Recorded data

——————

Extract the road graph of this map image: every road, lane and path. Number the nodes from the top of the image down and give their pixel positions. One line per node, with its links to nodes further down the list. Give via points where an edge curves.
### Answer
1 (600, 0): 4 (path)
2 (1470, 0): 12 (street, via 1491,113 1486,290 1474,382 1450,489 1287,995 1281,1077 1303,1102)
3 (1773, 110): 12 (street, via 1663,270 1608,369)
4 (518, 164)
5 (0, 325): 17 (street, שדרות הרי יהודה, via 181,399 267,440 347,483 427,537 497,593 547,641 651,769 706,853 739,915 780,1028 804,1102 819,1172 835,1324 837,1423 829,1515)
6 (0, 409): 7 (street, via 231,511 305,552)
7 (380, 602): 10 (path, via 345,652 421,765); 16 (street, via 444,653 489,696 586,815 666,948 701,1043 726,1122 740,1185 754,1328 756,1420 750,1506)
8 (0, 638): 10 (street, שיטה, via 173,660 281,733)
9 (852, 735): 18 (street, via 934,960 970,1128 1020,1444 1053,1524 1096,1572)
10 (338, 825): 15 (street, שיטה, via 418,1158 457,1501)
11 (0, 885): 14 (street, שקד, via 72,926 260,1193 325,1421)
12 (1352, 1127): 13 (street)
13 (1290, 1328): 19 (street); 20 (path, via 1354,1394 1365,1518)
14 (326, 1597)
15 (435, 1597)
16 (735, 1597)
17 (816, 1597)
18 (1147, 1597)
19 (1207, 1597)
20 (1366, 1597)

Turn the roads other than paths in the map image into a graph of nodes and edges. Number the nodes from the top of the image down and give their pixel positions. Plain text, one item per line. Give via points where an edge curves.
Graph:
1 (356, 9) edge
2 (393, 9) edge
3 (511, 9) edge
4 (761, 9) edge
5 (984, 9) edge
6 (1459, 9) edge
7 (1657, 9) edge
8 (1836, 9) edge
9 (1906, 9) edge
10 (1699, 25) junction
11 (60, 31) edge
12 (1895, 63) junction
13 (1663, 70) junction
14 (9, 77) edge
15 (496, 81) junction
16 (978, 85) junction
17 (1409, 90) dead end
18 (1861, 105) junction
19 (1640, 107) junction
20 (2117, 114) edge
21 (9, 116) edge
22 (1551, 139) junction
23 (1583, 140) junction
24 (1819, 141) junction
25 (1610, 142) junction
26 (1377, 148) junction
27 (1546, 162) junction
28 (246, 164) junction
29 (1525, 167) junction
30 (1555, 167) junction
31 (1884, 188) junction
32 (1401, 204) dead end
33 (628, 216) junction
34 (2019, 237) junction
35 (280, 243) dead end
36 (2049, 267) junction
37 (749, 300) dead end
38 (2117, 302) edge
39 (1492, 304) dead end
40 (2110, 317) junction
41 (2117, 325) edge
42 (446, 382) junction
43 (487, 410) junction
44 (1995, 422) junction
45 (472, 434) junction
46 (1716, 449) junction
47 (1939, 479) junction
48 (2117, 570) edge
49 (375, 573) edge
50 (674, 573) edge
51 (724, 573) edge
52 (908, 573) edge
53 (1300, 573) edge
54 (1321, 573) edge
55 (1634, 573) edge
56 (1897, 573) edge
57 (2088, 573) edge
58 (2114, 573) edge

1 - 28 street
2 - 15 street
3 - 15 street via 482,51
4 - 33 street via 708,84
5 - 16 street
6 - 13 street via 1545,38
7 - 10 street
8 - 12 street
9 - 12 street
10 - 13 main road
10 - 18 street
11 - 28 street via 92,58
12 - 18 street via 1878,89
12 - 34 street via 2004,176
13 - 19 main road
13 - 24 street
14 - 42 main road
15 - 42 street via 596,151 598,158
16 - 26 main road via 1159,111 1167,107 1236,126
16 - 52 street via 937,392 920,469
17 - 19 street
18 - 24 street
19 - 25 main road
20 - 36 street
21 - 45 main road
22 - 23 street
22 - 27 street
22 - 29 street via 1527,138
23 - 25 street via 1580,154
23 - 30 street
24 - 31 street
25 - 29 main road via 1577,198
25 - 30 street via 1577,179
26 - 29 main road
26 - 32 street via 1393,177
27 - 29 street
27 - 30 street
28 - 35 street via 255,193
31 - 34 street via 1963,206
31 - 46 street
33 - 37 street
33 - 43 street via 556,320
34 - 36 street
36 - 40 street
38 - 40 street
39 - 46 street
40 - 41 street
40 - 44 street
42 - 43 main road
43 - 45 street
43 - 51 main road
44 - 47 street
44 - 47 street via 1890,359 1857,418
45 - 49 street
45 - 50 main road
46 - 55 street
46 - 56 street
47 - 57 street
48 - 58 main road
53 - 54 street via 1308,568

——————

## [The problem]
The response should consist of all the entries, reproduced word for word.

## [Task output]
Extract the road graph of this map image: every road, lane and path. Number the nodes from the top of the image down and give their pixel positions. One line per node, with its links to nodes further down the list. Give via points where an edge curves.
### Answer
1 (600, 0): 4 (path)
2 (1470, 0): 12 (street, via 1491,113 1486,290 1474,382 1450,489 1287,995 1281,1077 1303,1102)
3 (1773, 110): 12 (street, via 1663,270 1608,369)
4 (518, 164)
5 (0, 325): 17 (street, שדרות הרי יהודה, via 181,399 267,440 347,483 427,537 497,593 547,641 651,769 706,853 739,915 780,1028 804,1102 819,1172 835,1324 837,1423 829,1515)
6 (0, 409): 7 (street, via 231,511 305,552)
7 (380, 602): 10 (path, via 345,652 421,765); 16 (street, via 444,653 489,696 586,815 666,948 701,1043 726,1122 740,1185 754,1328 756,1420 750,1506)
8 (0, 638): 10 (street, שיטה, via 173,660 281,733)
9 (852, 735): 18 (street, via 934,960 970,1128 1020,1444 1053,1524 1096,1572)
10 (338, 825): 15 (street, שיטה, via 418,1158 457,1501)
11 (0, 885): 14 (street, שקד, via 72,926 260,1193 325,1421)
12 (1352, 1127): 13 (street)
13 (1290, 1328): 19 (street); 20 (path, via 1354,1394 1365,1518)
14 (326, 1597)
15 (435, 1597)
16 (735, 1597)
17 (816, 1597)
18 (1147, 1597)
19 (1207, 1597)
20 (1366, 1597)

Turn the roads other than paths in the map image into a graph of nodes and edges. Number the nodes from the top of the image down and give their pixel positions. Plain text, one item per line. Give via points where an edge curves.
Graph:
1 (356, 9) edge
2 (393, 9) edge
3 (511, 9) edge
4 (761, 9) edge
5 (984, 9) edge
6 (1459, 9) edge
7 (1657, 9) edge
8 (1836, 9) edge
9 (1906, 9) edge
10 (1699, 25) junction
11 (60, 31) edge
12 (1895, 63) junction
13 (1663, 70) junction
14 (9, 77) edge
15 (496, 81) junction
16 (978, 85) junction
17 (1409, 90) dead end
18 (1861, 105) junction
19 (1640, 107) junction
20 (2117, 114) edge
21 (9, 116) edge
22 (1551, 139) junction
23 (1583, 140) junction
24 (1819, 141) junction
25 (1610, 142) junction
26 (1377, 148) junction
27 (1546, 162) junction
28 (246, 164) junction
29 (1525, 167) junction
30 (1555, 167) junction
31 (1884, 188) junction
32 (1401, 204) dead end
33 (628, 216) junction
34 (2019, 237) junction
35 (280, 243) dead end
36 (2049, 267) junction
37 (749, 300) dead end
38 (2117, 302) edge
39 (1492, 304) dead end
40 (2110, 317) junction
41 (2117, 325) edge
42 (446, 382) junction
43 (487, 410) junction
44 (1995, 422) junction
45 (472, 434) junction
46 (1716, 449) junction
47 (1939, 479) junction
48 (2117, 570) edge
49 (375, 573) edge
50 (674, 573) edge
51 (724, 573) edge
52 (908, 573) edge
53 (1300, 573) edge
54 (1321, 573) edge
55 (1634, 573) edge
56 (1897, 573) edge
57 (2088, 573) edge
58 (2114, 573) edge

1 - 28 street
2 - 15 street
3 - 15 street via 482,51
4 - 33 street via 708,84
5 - 16 street
6 - 13 street via 1545,38
7 - 10 street
8 - 12 street
9 - 12 street
10 - 13 main road
10 - 18 street
11 - 28 street via 92,58
12 - 18 street via 1878,89
12 - 34 street via 2004,176
13 - 19 main road
13 - 24 street
14 - 42 main road
15 - 42 street via 596,151 598,158
16 - 26 main road via 1159,111 1167,107 1236,126
16 - 52 street via 937,392 920,469
17 - 19 street
18 - 24 street
19 - 25 main road
20 - 36 street
21 - 45 main road
22 - 23 street
22 - 27 street
22 - 29 street via 1527,138
23 - 25 street via 1580,154
23 - 30 street
24 - 31 street
25 - 29 main road via 1577,198
25 - 30 street via 1577,179
26 - 29 main road
26 - 32 street via 1393,177
27 - 29 street
27 - 30 street
28 - 35 street via 255,193
31 - 34 street via 1963,206
31 - 46 street
33 - 37 street
33 - 43 street via 556,320
34 - 36 street
36 - 40 street
38 - 40 street
39 - 46 street
40 - 41 street
40 - 44 street
42 - 43 main road
43 - 45 street
43 - 51 main road
44 - 47 street
44 - 47 street via 1890,359 1857,418
45 - 49 street
45 - 50 main road
46 - 55 street
46 - 56 street
47 - 57 street
48 - 58 main road
53 - 54 street via 1308,568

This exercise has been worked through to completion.